To help our research into David’s life, and to understand life in Leeds and Britain at the time he lived here, we visited Leeds Central Library to conduct some primary research. As there is little written about David outside the initial police reports, the book The Hounding of David Oluwale and the play of the same name, the project required a lot more digging into some more unconventional sources. During our visit, we had access to a series of ordnance survey maps, newspapers and magazines, photographs and a selection of published works which are harder to come by at a university library.
The maps are printed quite large which means they are a great way to picture the city through the years and to compare them to show the change in the city. For example, we looked specifically at the area where David is believed to have entered the water – The Calls, the area at the bottom of Call Lane, which faces the River Aire. In the modern day, this is a popular drinking spot which a multitude of bars and apartments and is quite busy with foot traffic. However, at the time David was alive this area was referred to as Warehouse Hill, which is easy to understand why by looking at the maps. They show an area built up with warehouses linked to Leeds’ industrial economy, a stark difference in use compared to today.

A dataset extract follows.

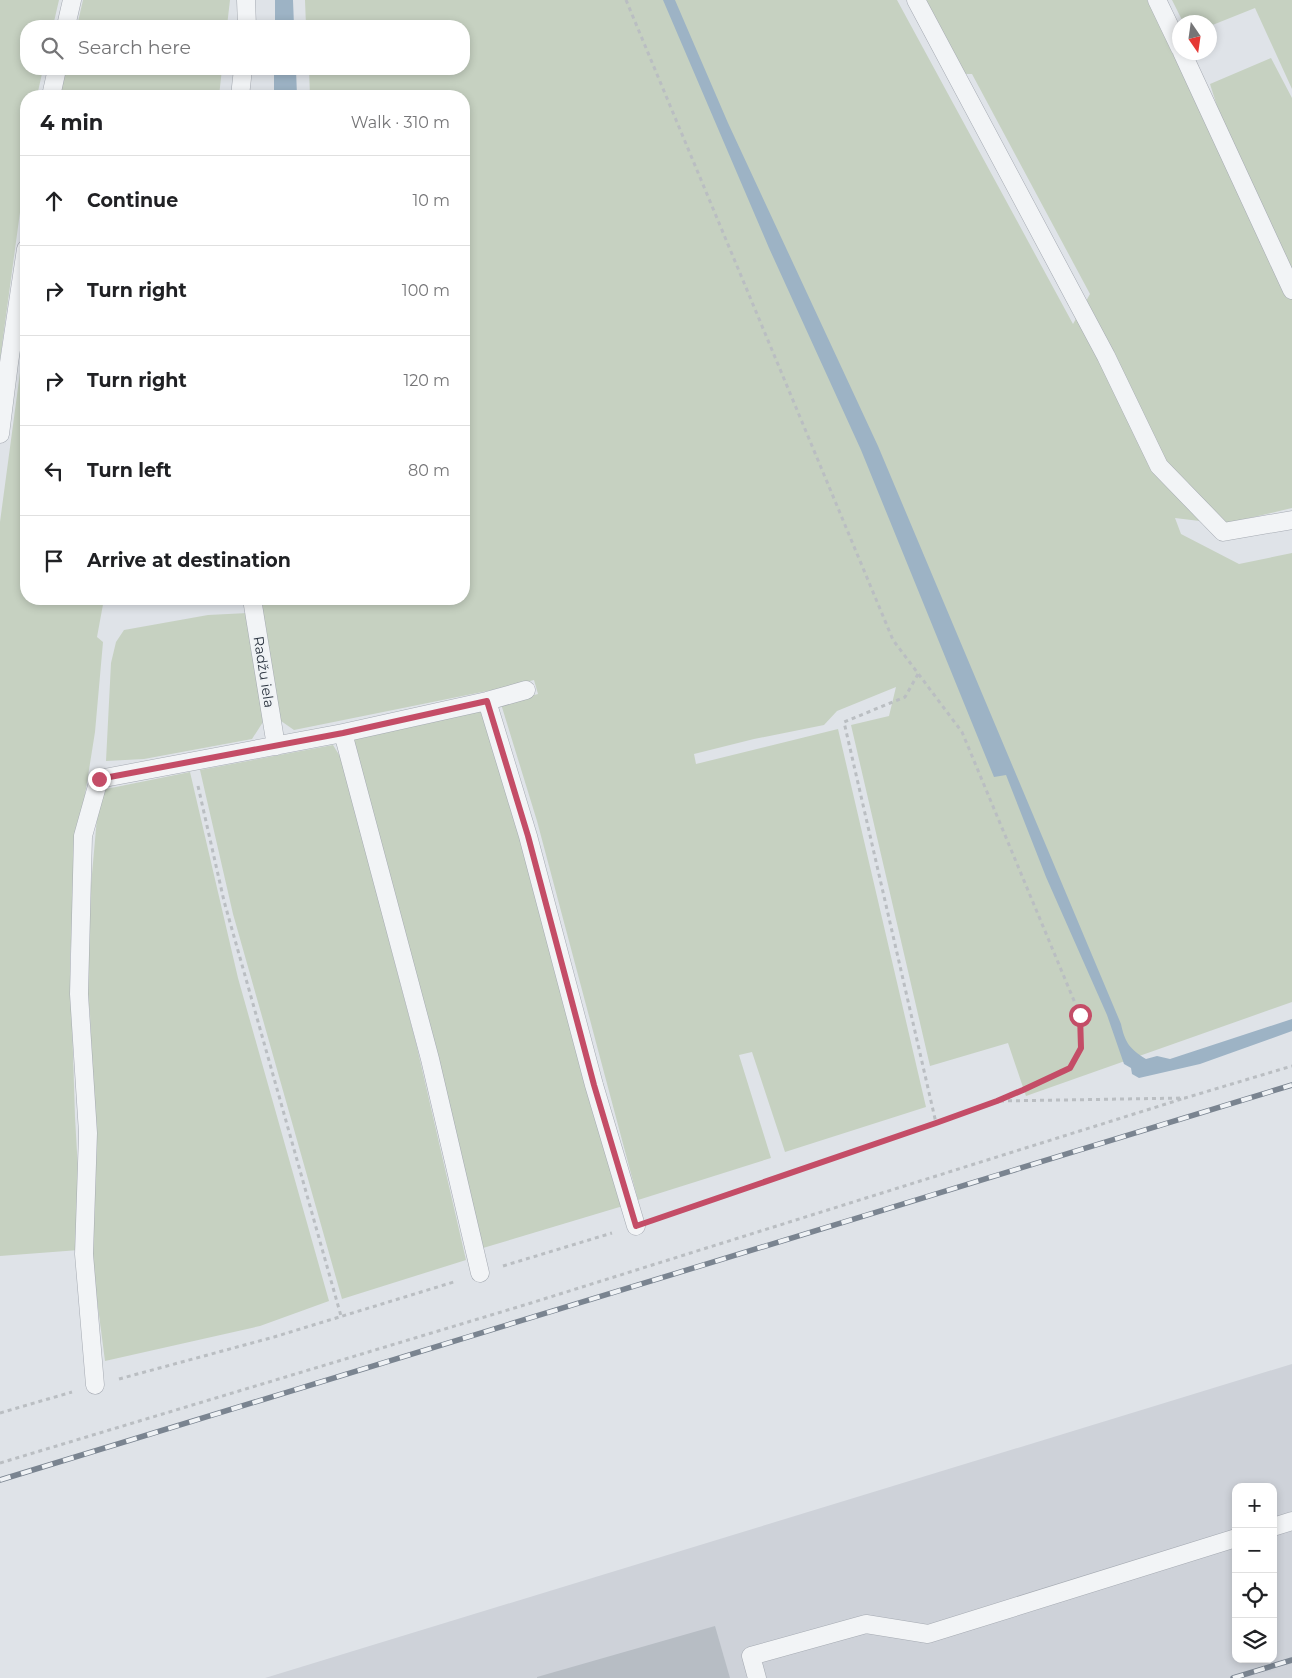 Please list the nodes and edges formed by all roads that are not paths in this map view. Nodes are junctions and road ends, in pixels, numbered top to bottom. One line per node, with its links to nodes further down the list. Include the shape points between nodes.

The photographs, like maps, provided a great comparison between the Leeds of David’s time and today’s Leeds. Unlike maps however, these provide a much more tangible and visual comparison, requiring a bit less imagination. These gave us a great insight into the living conditions in Leeds at the time and where David slept. They also gave us an insight into attitudes at the time, for example some photos showed images of Nazi-related graffiti, demonstrating possible racism in Leeds at the time.
While the library has access to electronic, online archives for many newspapers, during our visit we focused mostly on using the microfilm archive for the Yorkshire Post and the Yorkshire Evening Post. Microfilms offer a great way to see newspapers as close to how they would have originally been viewed, without having the original. This was useful to our research as we could find the original reporting on finding David’s body, and some of the articles in relation to the trial. It was very interesting to see not just the article, but also how much space was dedicated, the language used and the position in the paper.
Each group utilised the sources in different ways, which highlights the amount of information which can be taken from a single source. For example, one group working of newspaper used the microfilms extensively, while my group working on memory used them more to add context at the time. We also made use of the photographs, both from our library visit and from Leodis. As part of our project we designed a walking tour of Leeds which included modern pictures, as well as the contemporary photos. We hoped that by doing this we could help people visualise the Leeds that David lived in and the kind of similarities and differences there are to the present day.
Overall, our visit provided essential, interesting and unique archival information which we would not have been able to find elsewhere. While much of the sources we looked at weren’t directly linked to David, they provided vital contextual information about Leeds and the UK in the 1950s and 1960s. Where we did find sources directly linking to David, it just goes to show that you never know what you will find hidden in the archives.